Debbie was clearly not an inspired decorator. It was kind of disappointing, given his flamboyant taste in clothes.

Julie sat down on the couch. Josephine jumped up beside her, her small head edging beneath Julie's arm. Patting the wiry tuft on top of Josephine's head, Julie realized that the dog smelled faintly of some floral perfume. How cute, she thought, charmed, and with relief dismissed the last vestiges of a lurking suspicion that she might have fallen into the hands of a rapist-murderer. Well, almost the last
vesstiges
. He could still be a really kinky rapist-murderer, but the poodle made her far more inclined than before to give him the benefit of the doubt.

With her mind all but relieved of that particular worry, Julie immediately focused on another and looked around for a clock. As the saying went, time was of the essence.

Sid was usually home no later than three-fifteen. She had stayed awake enough nights listening for him to know. Which meant, if her spy project was to go undetected, she had to be home by three, complete with Jaguar.

What were the chances?

There was no clock anywhere that she could see. Too nervous to sit any longer, Julie stood and moved toward the kitchen, which was next to the living room. Josephine followed, trotting daintily at her heels, her nails clicking on the floor. The narrow, L-shaped kitchen was as aesthetically uninspired as the living room. The end of the L, obviously intended as an eating area, had been converted into a small home office. There was a metal desk with a computer on it, a chair, a pair of file cabinets-and a clock on the wall.

1:58. She had just over an hour to retrieve her car and get home before her absence was discovered.

Nibbling anxiously at a fingernail, she stepped back into· the hall and glanced toward the back room, the bedroom, where her host had disappeared. At that moment Debbie himself stepped into view, emerging into the bedroom from an adjoining room, a bathroom presumably, because he was holding a towel to his head with both hands, rubbing briskly.

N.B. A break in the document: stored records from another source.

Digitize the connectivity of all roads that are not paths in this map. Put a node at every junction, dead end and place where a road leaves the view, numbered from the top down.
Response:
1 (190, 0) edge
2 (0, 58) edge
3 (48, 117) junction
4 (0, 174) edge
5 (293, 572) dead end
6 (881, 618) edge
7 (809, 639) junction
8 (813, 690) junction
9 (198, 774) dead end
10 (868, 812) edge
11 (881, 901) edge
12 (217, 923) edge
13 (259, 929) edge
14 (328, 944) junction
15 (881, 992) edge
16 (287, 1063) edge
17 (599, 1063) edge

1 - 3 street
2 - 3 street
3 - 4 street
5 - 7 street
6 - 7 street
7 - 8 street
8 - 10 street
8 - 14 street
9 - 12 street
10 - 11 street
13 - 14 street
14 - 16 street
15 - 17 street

He was wearing jeans, but his chest was bare.

It was a very masculine-looking chest: wide beneath broad shoulders, tanned, muscular, adorned with a thick wedge of dark brown hair. His biceps were tanned too, and thick with muscle, and his forearms were sinewy and appropriately hairy. The jeans were old, hanging low on his hipbones to reveal a washboard stomach and part of an innie naval before hugging long, powerful-looking legs.

Anyone who looked less like a Debbie would have been difficult to imagine. Julie blinked at him in surprise.

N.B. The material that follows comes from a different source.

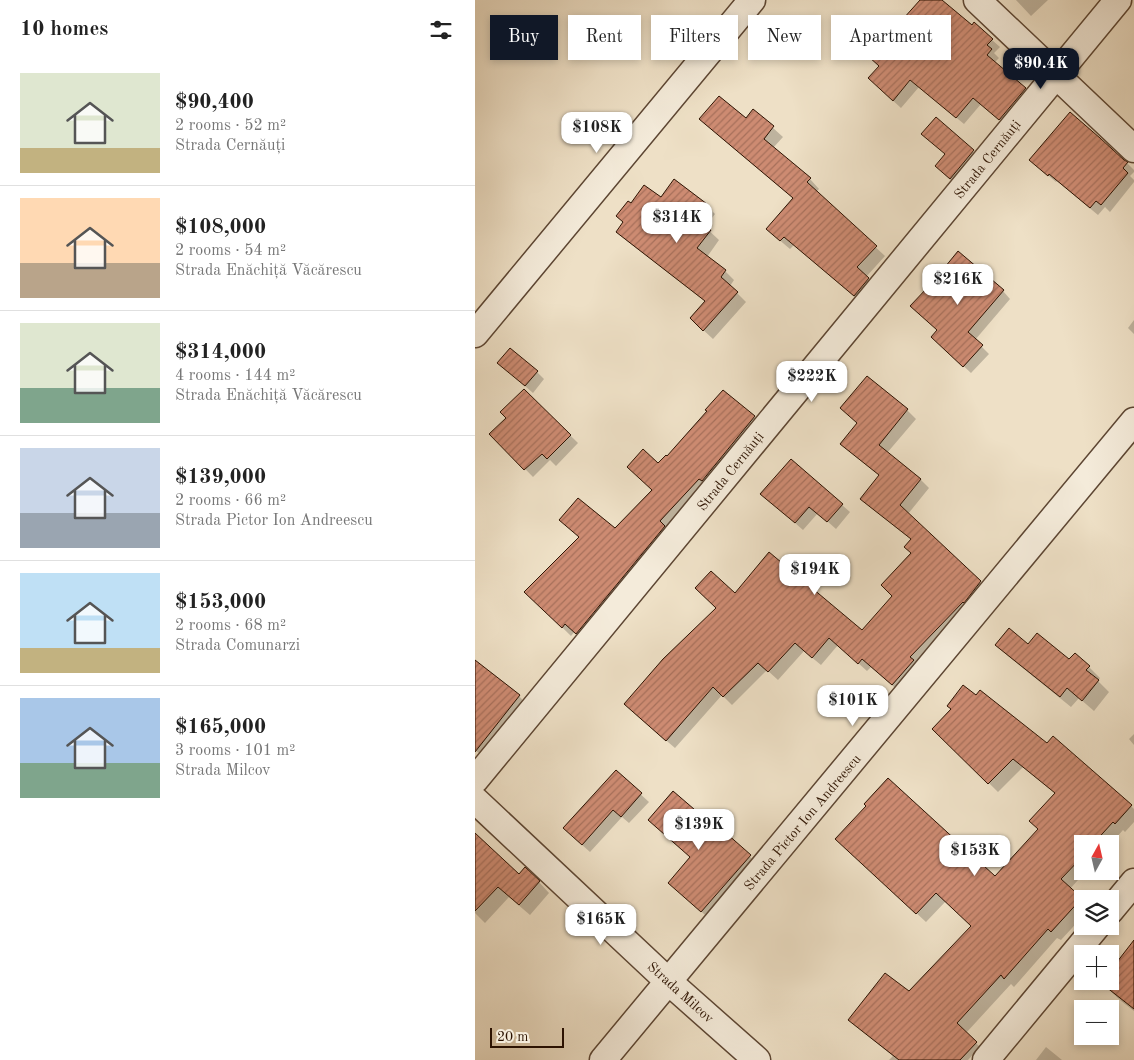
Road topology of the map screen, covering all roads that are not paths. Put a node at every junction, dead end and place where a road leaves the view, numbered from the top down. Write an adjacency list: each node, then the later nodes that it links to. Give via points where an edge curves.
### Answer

He must have felt her gaze on him, because at that moment he lowered the towel and their eyes met. The makeup was gone. His hair no longer stood up from his scalp in sweaty spikes. Looking as if it had been just washed and towel-dried, it was sandy blond now and slightly tousled. His face was lean, hard-jawed, handsome. Without the distorting effect of the eye shadow, his eyes, which were a light, almost translucent blue beneath thick brown brows, were to die for. His nose was straight, his mouth long and firm and well cut, his chin square.

In short, in his masculine incarnation, Debbie was gorgeous.

Julie stared at him for a moment while all kinds of inappropriate thoughts chased themselves around her brain.

“You are gay, right?” The question just popped out, and she could have bitten off her tongue the moment it did. His gaze held hers for a long, uncomfortable moment as his jaw tightened and his eyes narrowed.

“Does it matter?” The look he gave her was cool, shuttered, a little wary. Had she committed some unforgivable faux pas by asking? Probably. Her knowledge of drag-queen etiquette was admittedly a bit rusty.